» Task objective:
Throughout the listing below, copy each line containing "text".

↓↓↓

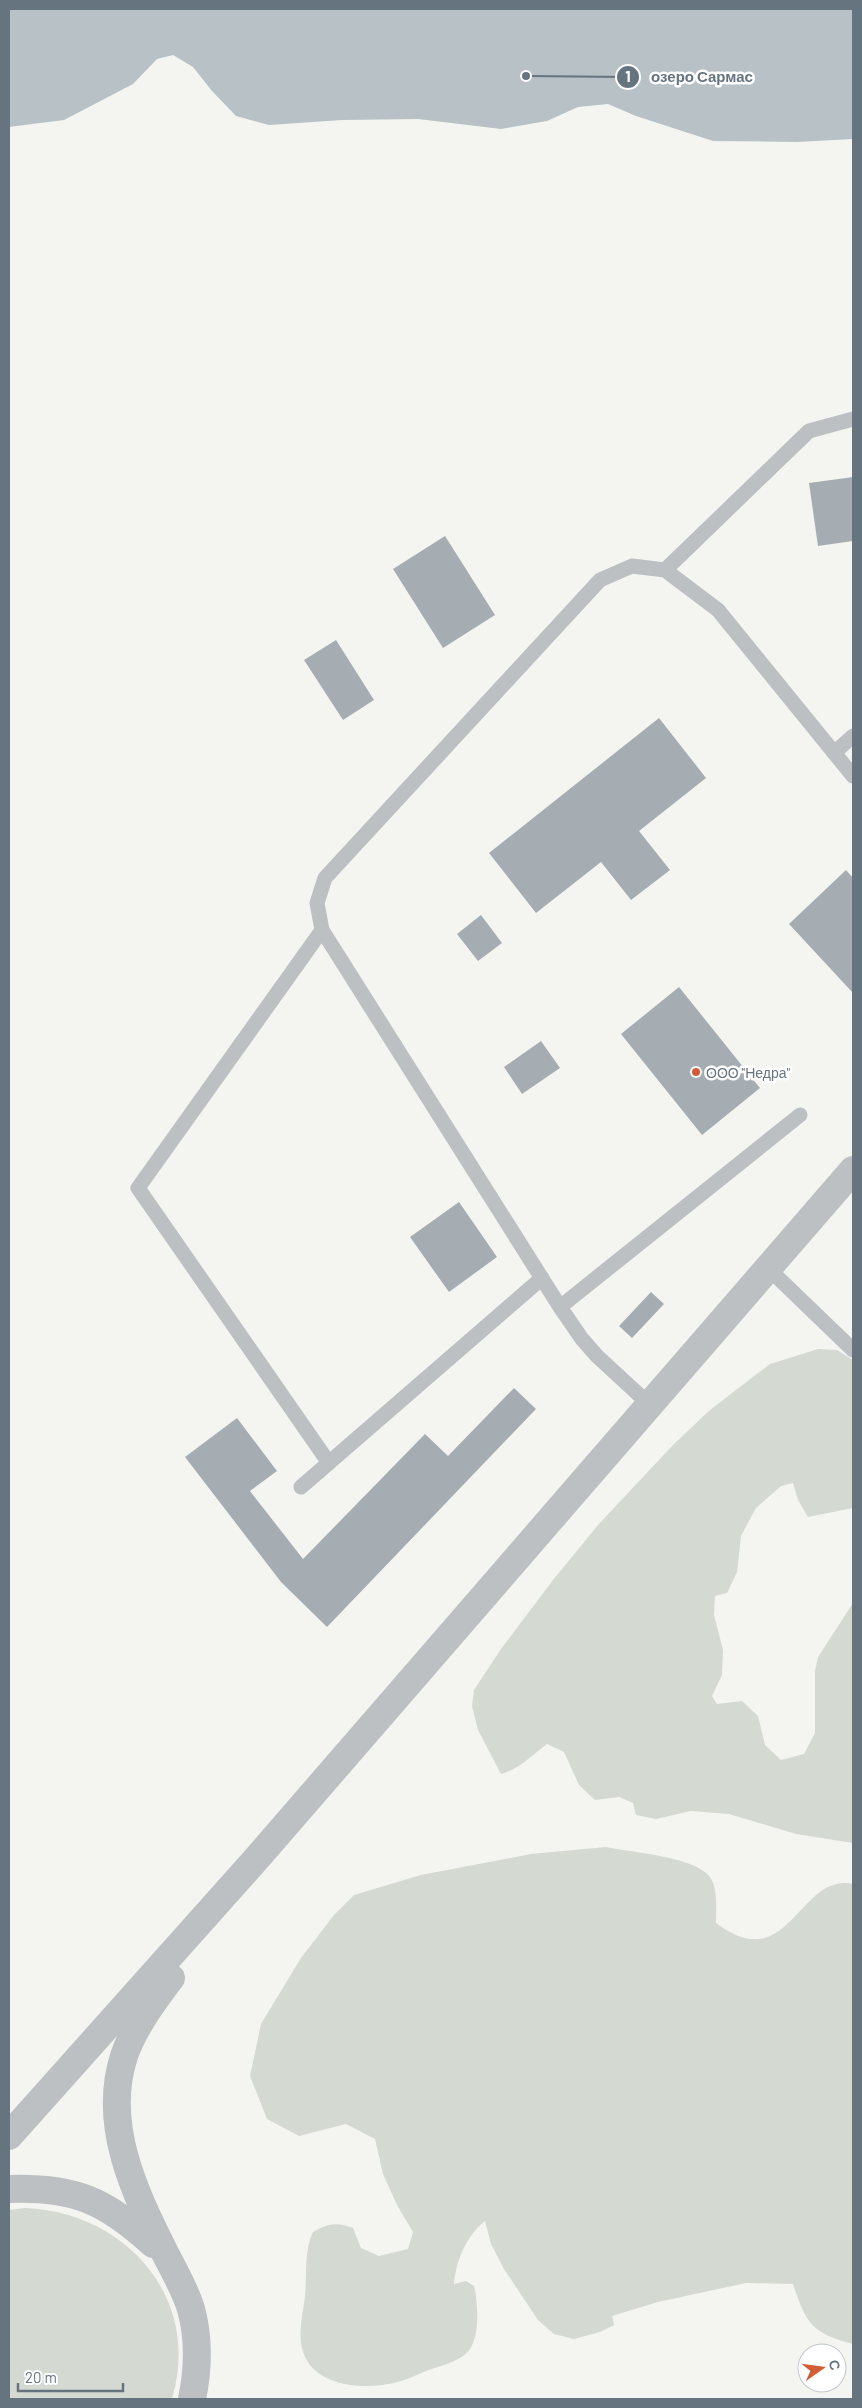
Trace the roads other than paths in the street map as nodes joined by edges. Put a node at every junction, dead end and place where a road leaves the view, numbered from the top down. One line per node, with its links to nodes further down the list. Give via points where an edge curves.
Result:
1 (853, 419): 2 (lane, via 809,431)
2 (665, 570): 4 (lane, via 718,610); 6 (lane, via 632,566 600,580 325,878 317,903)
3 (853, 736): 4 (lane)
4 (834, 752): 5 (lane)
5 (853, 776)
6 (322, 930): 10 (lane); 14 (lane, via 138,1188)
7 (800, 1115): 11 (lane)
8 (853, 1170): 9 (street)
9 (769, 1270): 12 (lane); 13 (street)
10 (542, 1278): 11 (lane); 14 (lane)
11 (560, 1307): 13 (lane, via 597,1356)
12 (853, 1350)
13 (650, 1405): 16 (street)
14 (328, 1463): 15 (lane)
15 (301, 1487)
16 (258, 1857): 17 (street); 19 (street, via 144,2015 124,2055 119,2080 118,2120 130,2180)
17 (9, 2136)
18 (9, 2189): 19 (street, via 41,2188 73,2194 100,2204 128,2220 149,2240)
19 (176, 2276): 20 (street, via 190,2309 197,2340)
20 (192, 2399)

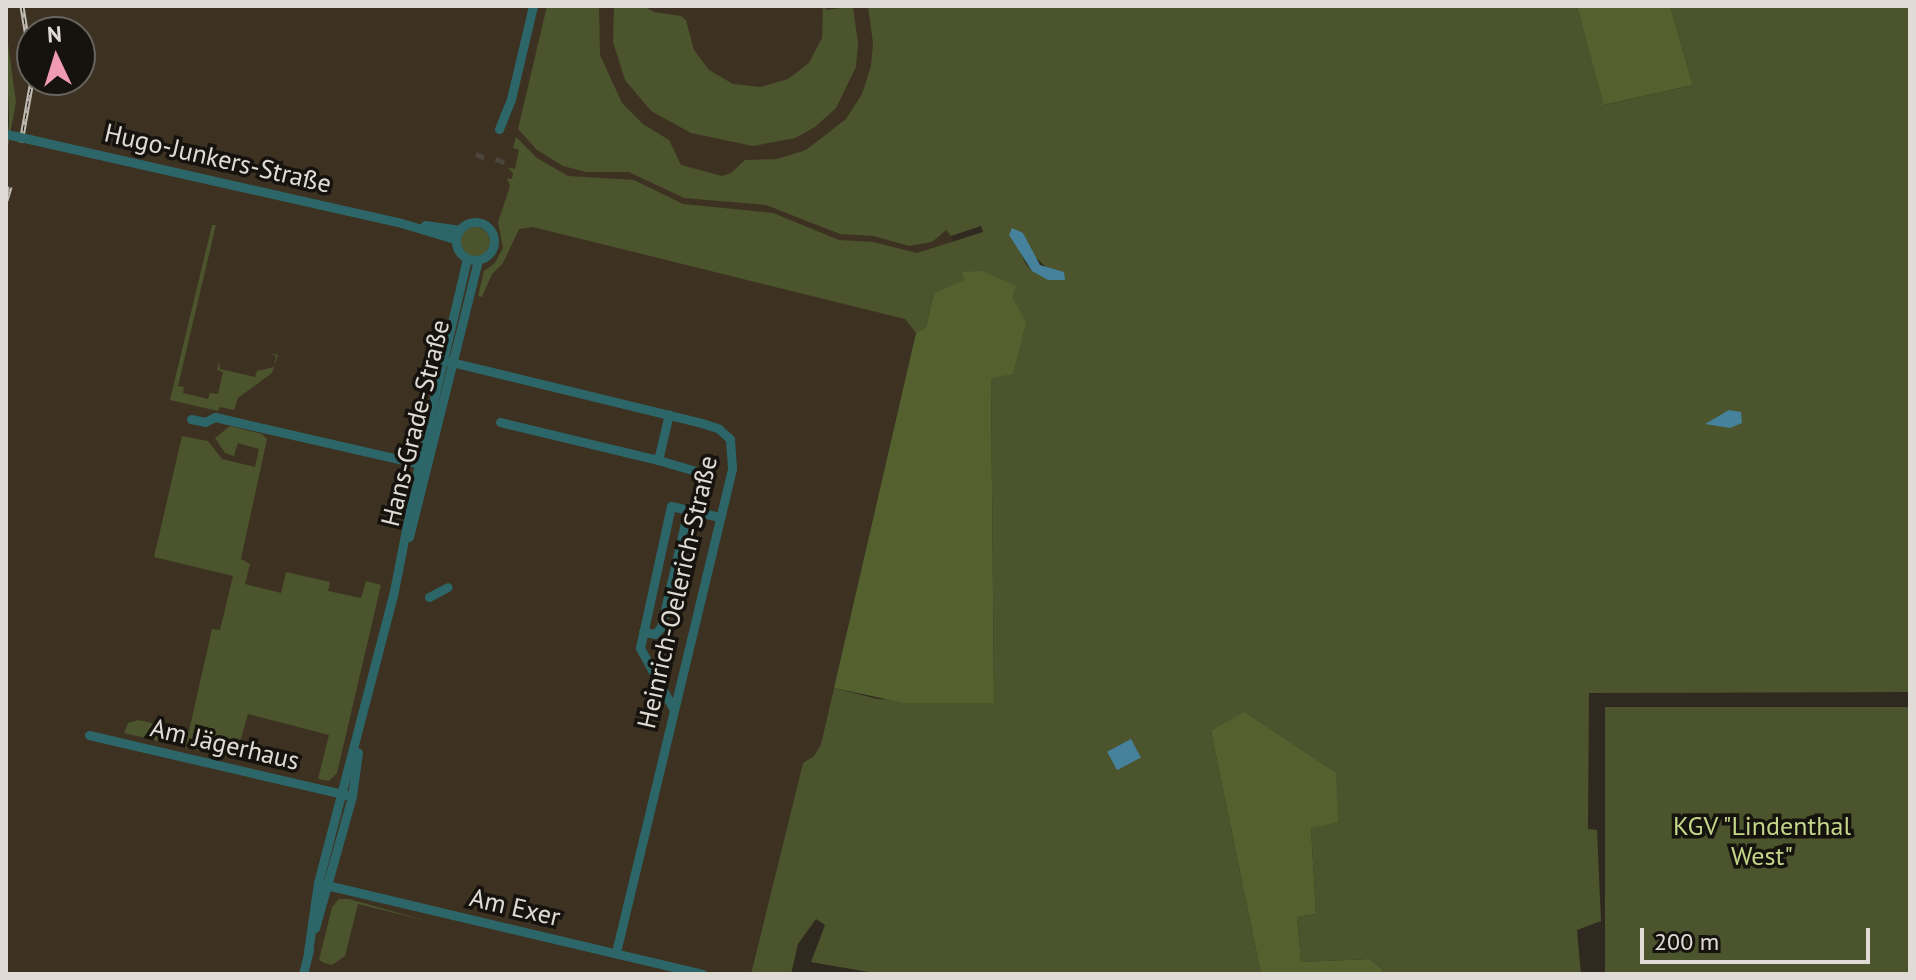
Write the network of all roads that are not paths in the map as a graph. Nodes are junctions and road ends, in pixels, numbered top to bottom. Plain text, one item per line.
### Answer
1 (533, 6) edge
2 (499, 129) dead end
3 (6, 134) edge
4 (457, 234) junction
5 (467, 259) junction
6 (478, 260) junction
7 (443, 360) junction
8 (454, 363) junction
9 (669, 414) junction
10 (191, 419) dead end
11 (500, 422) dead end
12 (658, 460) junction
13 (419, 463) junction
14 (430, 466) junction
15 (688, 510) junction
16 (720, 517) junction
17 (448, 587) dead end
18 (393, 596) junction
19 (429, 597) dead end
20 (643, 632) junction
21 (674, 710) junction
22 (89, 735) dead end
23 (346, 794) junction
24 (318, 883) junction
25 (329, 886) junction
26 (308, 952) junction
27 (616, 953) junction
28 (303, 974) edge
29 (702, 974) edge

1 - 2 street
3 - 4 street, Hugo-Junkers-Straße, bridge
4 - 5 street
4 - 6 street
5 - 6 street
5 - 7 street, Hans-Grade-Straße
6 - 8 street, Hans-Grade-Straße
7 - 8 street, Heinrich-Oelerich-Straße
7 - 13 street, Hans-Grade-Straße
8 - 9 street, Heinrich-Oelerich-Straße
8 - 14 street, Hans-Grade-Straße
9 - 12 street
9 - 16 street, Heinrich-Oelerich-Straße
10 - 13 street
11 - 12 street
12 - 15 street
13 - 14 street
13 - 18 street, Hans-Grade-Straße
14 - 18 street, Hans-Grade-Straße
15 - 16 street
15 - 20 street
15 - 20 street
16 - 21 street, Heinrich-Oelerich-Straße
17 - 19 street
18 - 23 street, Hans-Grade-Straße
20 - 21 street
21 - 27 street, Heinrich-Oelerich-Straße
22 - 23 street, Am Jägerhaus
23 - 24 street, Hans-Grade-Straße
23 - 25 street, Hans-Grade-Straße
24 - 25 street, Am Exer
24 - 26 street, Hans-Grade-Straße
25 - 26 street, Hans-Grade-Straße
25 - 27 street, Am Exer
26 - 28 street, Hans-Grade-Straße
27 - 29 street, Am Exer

↑↑↑
↓↓↓

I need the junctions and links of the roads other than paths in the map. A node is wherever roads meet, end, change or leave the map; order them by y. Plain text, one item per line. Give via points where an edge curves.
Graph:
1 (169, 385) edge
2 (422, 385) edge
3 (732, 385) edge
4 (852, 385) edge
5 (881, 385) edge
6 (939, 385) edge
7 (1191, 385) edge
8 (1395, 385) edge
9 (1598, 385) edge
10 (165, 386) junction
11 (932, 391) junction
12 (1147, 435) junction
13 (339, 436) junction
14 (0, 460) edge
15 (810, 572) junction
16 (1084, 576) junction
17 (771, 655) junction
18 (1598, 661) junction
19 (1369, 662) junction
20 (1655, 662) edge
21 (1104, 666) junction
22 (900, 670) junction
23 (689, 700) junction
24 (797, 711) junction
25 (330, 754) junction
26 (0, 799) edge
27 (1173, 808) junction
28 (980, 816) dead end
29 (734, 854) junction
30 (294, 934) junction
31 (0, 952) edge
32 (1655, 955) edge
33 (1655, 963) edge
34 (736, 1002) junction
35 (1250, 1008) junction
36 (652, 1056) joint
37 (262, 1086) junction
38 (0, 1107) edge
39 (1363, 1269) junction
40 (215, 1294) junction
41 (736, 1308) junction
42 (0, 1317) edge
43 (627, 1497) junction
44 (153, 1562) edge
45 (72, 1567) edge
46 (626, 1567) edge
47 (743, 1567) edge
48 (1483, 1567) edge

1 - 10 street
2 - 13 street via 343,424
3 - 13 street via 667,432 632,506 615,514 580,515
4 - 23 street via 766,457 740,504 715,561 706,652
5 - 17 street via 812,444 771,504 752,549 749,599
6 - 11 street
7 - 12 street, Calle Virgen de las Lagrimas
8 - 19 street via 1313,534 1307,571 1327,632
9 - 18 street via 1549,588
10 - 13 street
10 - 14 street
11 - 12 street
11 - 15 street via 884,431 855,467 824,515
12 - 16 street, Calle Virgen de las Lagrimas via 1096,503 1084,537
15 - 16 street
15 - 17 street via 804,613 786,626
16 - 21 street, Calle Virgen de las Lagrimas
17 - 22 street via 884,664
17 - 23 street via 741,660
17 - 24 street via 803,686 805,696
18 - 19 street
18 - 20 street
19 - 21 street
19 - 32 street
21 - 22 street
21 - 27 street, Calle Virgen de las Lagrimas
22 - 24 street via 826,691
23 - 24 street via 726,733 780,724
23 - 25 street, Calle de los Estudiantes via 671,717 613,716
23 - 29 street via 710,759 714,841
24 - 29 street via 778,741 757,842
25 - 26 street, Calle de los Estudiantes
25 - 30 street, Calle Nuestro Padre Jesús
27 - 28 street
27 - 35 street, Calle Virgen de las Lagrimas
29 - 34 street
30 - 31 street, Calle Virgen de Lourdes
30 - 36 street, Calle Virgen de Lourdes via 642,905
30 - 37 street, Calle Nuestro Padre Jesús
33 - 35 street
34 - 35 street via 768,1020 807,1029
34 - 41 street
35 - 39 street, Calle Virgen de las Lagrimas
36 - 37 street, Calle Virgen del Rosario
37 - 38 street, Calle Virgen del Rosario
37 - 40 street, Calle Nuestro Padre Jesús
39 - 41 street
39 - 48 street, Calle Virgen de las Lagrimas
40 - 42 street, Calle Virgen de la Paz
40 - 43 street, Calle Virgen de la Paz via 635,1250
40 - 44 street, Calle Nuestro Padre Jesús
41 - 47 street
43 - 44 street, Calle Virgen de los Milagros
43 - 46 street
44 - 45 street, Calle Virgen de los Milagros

↑↑↑

» Output of the exercise:
Write the network of all roads that are not paths in the map as a graph. Nodes are junctions and road ends, in pixels, numbered top to bottom. Plain text, one item per line.
I need the junctions and links of the roads other than paths in the map. A node is wherever roads meet, end, change or leave the map; order them by y. Plain text, one item per line. Give via points where an edge curves.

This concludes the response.